More specifically, it has rotational symmetry because it does not define a starting point for a path. It also has inversion symmetry for rightward and leftward paths, which we will discuss later. As a result, there are $$2 N$$ possible solution states for the same path. First, we will try to reduce the number of variables required by fixing the starting point to contract the problem.

To fix the starting point, we can put the appropriate values in the variables beforehand, which is the minimal change from the previous formulations.

It is possible to assign values to the variable table. For example, we can fix the first city to visit to $$i = 0$$. In other words, we can make substitutions for some variables in the following way:

$\begin{split}q_{0, 0} &=& 1 \\ q_{0, i} &=& 0 \quad \left( i \ne 0 \right) \\ q_{n, 0} &=& 0 \quad \left( n \ne 0 \right) \\\end{split}$

This can be done as follows:

# Creating a variable table
q = gen_symbols(BinaryPoly, ncity, ncity)

# Set values to elements in the variable table
q[0][0] = BinaryPoly(1)
for i in range(1, ncity):
q[0][i] = BinaryPoly(0)
q[i][0] = BinaryPoly(0)


Note

It is safer to set values to the variable table using the polynomial objects such as BinaryPoly even if they are constant values.

After that, there is no need to make any change and you can proceed with the construction of the objective function and constraint terms as before.

This allowed us to reduce the $$N^2$$ variable problem to a $$\left( N - 1 \right)^2$$ variable. By reducing the number of variables, we can expect some improvement in the quality of the solution.

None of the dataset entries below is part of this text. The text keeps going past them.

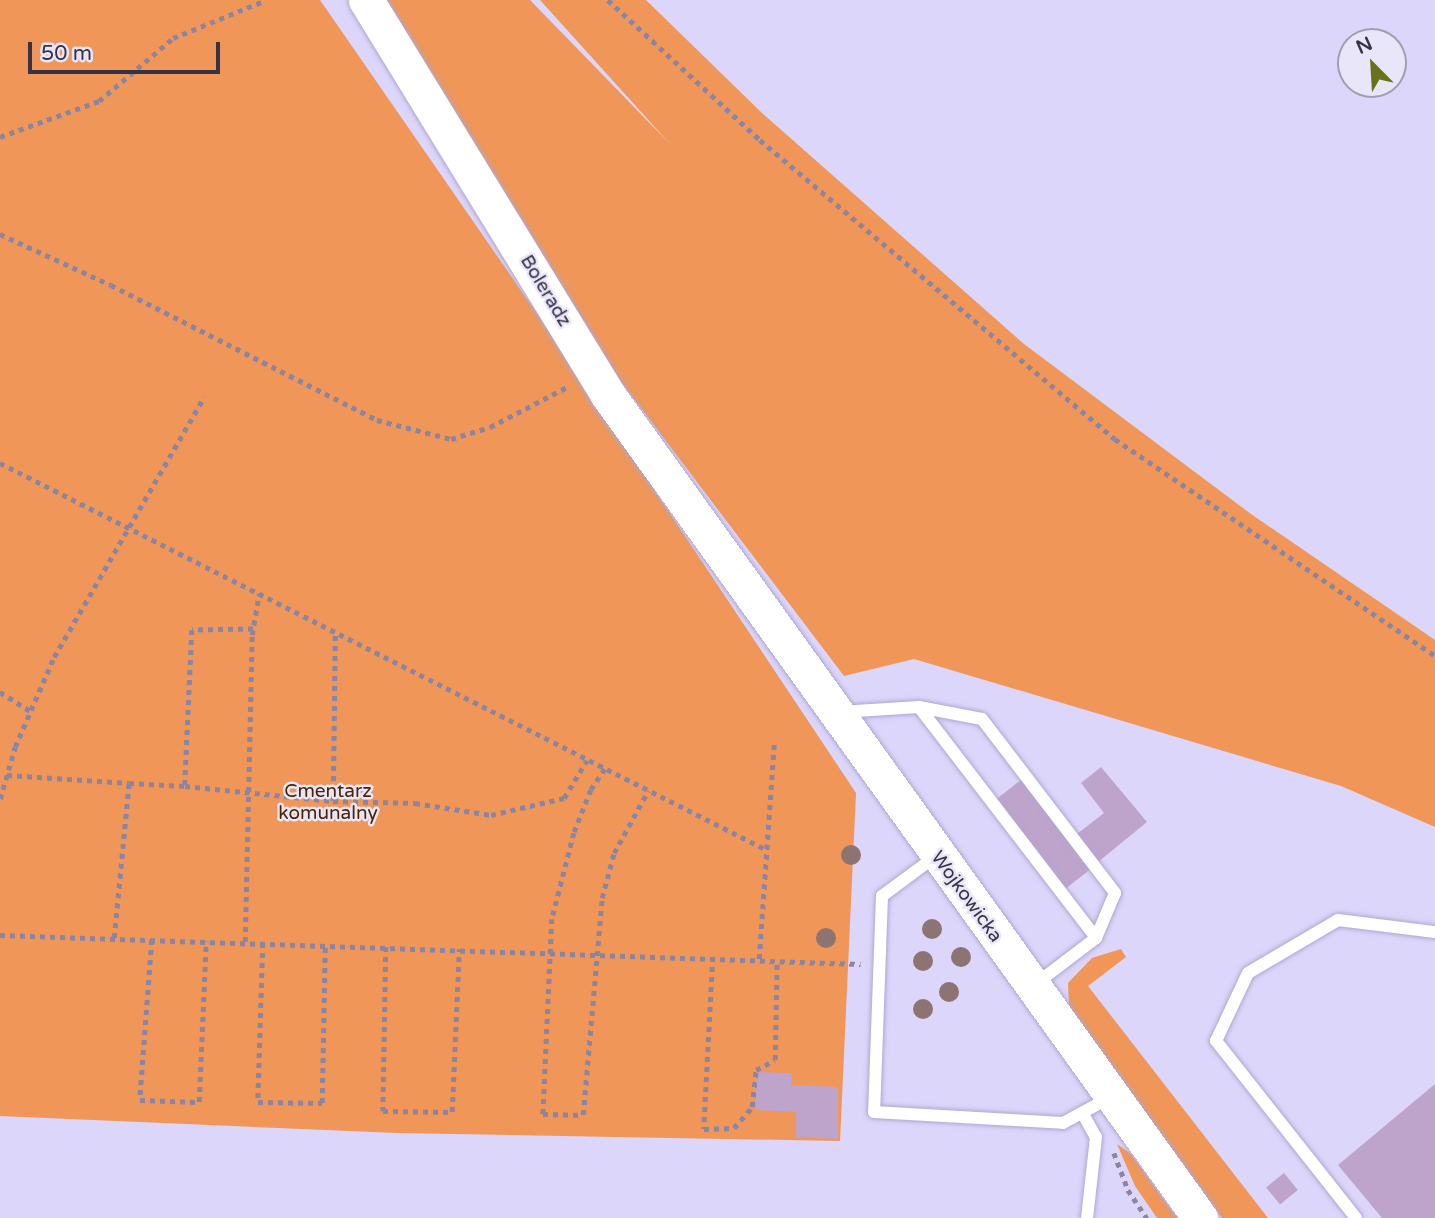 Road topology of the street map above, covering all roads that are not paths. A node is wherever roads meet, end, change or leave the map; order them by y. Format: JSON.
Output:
{"nodes":[{"id":1,"x":366,"y":0,"type":"edge"},
{"id":2,"x":736,"y":573,"type":"joint"},
{"id":3,"x":919,"y":707,"type":"junction"},
{"id":4,"x":833,"y":713,"type":"junction"},
{"id":5,"x":936,"y":855,"type":"junction"},
{"id":6,"x":1435,"y":932,"type":"edge"},
{"id":7,"x":1096,"y":938,"type":"junction"},
{"id":8,"x":1031,"y":987,"type":"junction"},
{"id":9,"x":1094,"y":1107,"type":"junction"},
{"id":10,"x":1087,"y":1218,"type":"edge"},
{"id":11,"x":1200,"y":1218,"type":"edge"},
{"id":12,"x":1356,"y":1218,"type":"edge"}],
"edges":[{"from":1,"to":2,"type":"street","name":"Boleradz"},
{"from":2,"to":4,"type":"street","name":"Wojkowicka"},
{"from":3,"to":4,"type":"lane"},
{"from":3,"to":7,"type":"lane"},
{"from":3,"to":7,"type":"lane"},
{"from":4,"to":5,"type":"street","name":"Wojkowicka"},
{"from":5,"to":8,"type":"street","name":"Wojkowicka"},
{"from":5,"to":9,"type":"lane"},
{"from":6,"to":12,"type":"lane"},
{"from":7,"to":8,"type":"lane"},
{"from":8,"to":9,"type":"street","name":"Wojkowicka"},
{"from":9,"to":10,"type":"lane"},
{"from":9,"to":11,"type":"street","name":"Wojkowicka"}]}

### Removing Inversion Symmetry¶

The inversion symmetry can be removed by adding new constraints. The addition of constraints does not necessarily lead to an improvement in the quality of the solution because it leads to an increase in the complexity of the problem. It is mentioned here for reference.

Suppose we fix the starting point to $$i = 0$$ and obtain the path [0 2 4 3 6 5 1 7]. In the current formulation, its inversion [0 7 1 5 6 3 4 2] is also the same solution. To break this symmetry, we focus on the indices of the next and previous cities of the starting point. In the former solution, $$i = 2 \left(n=1 \right) < 7 \left(n=7 \right)$$, but in the latter, the inequality is inverted to $$i = 7 \left(n=1 \right) > 2 \left(n=7 \right)$$.

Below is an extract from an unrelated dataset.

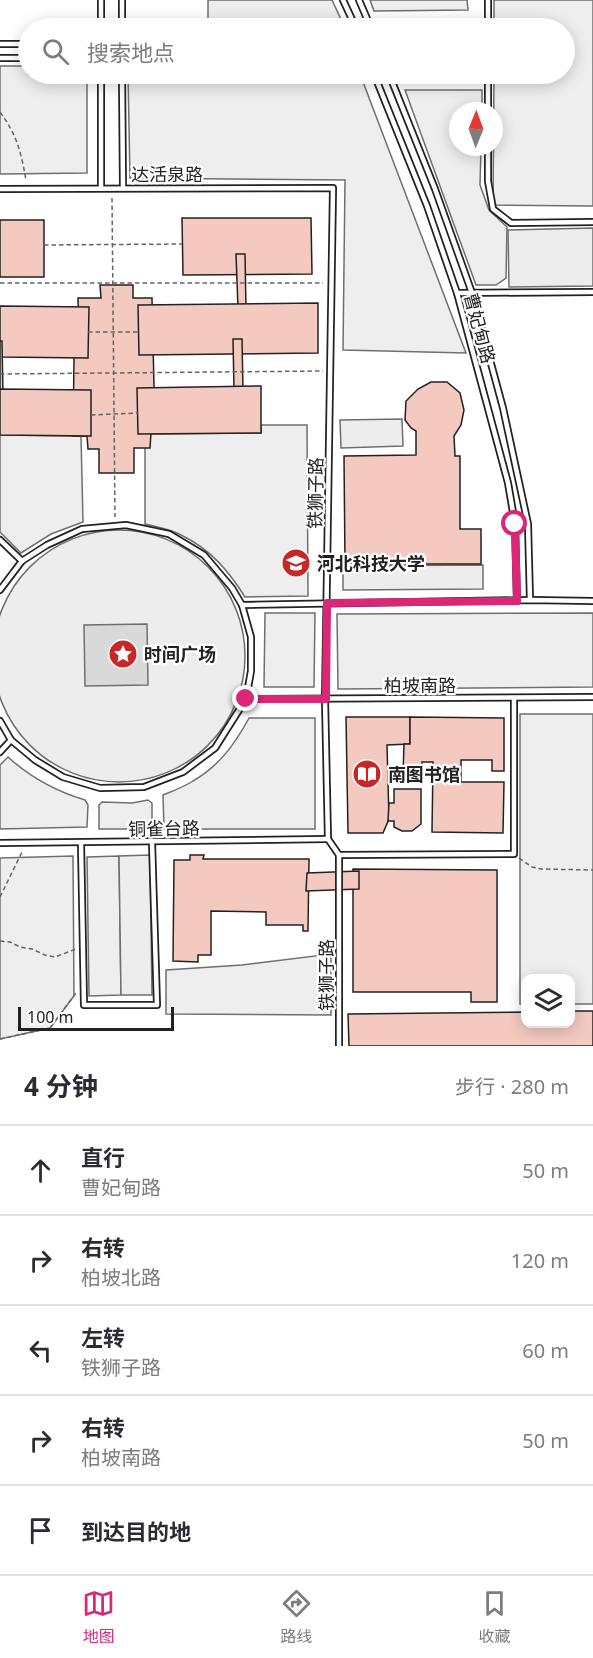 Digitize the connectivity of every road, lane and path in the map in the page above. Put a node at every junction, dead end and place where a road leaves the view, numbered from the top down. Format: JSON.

If we fix this inequality, we can break the inversion symmetry. To make the former so that $$n = 1, N - 1$$ is in ascending order, add the following constraint:

$q_{N-1,i} q_{1,j} = 0 \quad \left( i < j \right)$

This expression prohibits $$q_{N-1,i}, q_{1,j}$$ from both being $$1$$ for $$i < j$$. For such constraints with the minimum value of 0, we can use the penalty() function and write as below:

from amplify.constraint import penalty

# Constraints on ordering
pem_constraint = [
penalty(q[ncity - 1][i] * q[1][j])
for i in range(ncity)
for j in range(i + 1, ncity)
]

constraints = sum(row_constraints) + sum(col_constraints) + sum(pem_constraint)


Note

For constraints with the minimum value of 0, it is equivalent to sum all the conditions first and then create a single constraint object. In this case, the pair_sum() function can be used to write the following:

from amplify import pair_sum

# Constraints on ordering
pem_constraint = penalty(pair_sum(ncity, lambda i, j: q[ncity - 1][i] * q[1][j]))

constraints = sum(row_constraints) + sum(col_constraints) + pem_constraint


The pair_sum() function sums for $$i < j$$, eliminating the need for for loops.

As with the constraints on rows and columns, we also sum the ordinal constraints and finally add up all the constraints. After that, we can get the solution as before, and check that the path index is in ascending order with $$n = 1, N - 1$$.